Task details:
Please return the records below exactly as they stand.

▼

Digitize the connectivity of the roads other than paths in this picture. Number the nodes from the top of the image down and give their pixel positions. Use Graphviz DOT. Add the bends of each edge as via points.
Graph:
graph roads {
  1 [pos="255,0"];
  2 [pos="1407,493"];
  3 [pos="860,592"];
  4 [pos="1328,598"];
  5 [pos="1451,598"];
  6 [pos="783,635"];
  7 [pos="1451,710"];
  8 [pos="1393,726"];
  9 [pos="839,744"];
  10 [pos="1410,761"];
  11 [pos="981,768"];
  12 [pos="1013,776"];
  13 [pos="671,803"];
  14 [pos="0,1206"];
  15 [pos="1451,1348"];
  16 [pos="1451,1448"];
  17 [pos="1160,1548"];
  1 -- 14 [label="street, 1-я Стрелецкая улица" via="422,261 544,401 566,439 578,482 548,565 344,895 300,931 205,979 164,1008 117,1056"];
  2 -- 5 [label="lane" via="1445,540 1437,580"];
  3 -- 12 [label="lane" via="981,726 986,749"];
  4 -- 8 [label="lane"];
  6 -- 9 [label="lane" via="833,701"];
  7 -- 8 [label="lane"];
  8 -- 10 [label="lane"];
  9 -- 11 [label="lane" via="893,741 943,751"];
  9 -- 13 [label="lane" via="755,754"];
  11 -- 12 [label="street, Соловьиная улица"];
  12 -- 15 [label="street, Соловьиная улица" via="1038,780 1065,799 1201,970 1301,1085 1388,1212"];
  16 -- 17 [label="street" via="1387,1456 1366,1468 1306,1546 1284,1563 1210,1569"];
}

▲

Answer to the exercise:
Digitize the connectivity of the roads other than paths in this picture. Number the nodes from the top of the image down and give their pixel positions. Use Graphviz DOT. Add the bends of each edge as via points.
Graph:
graph roads {
  1 [pos="255,0"];
  2 [pos="1407,493"];
  3 [pos="860,592"];
  4 [pos="1328,598"];
  5 [pos="1451,598"];
  6 [pos="783,635"];
  7 [pos="1451,710"];
  8 [pos="1393,726"];
  9 [pos="839,744"];
  10 [pos="1410,761"];
  11 [pos="981,768"];
  12 [pos="1013,776"];
  13 [pos="671,803"];
  14 [pos="0,1206"];
  15 [pos="1451,1348"];
  16 [pos="1451,1448"];
  17 [pos="1160,1548"];
  1 -- 14 [label="street, 1-я Стрелецкая улица" via="422,261 544,401 566,439 578,482 548,565 344,895 300,931 205,979 164,1008 117,1056"];
  2 -- 5 [label="lane" via="1445,540 1437,580"];
  3 -- 12 [label="lane" via="981,726 986,749"];
  4 -- 8 [label="lane"];
  6 -- 9 [label="lane" via="833,701"];
  7 -- 8 [label="lane"];
  8 -- 10 [label="lane"];
  9 -- 11 [label="lane" via="893,741 943,751"];
  9 -- 13 [label="lane" via="755,754"];
  11 -- 12 [label="street, Соловьиная улица"];
  12 -- 15 [label="street, Соловьиная улица" via="1038,780 1065,799 1201,970 1301,1085 1388,1212"];
  16 -- 17 [label="street" via="1387,1456 1366,1468 1306,1546 1284,1563 1210,1569"];
}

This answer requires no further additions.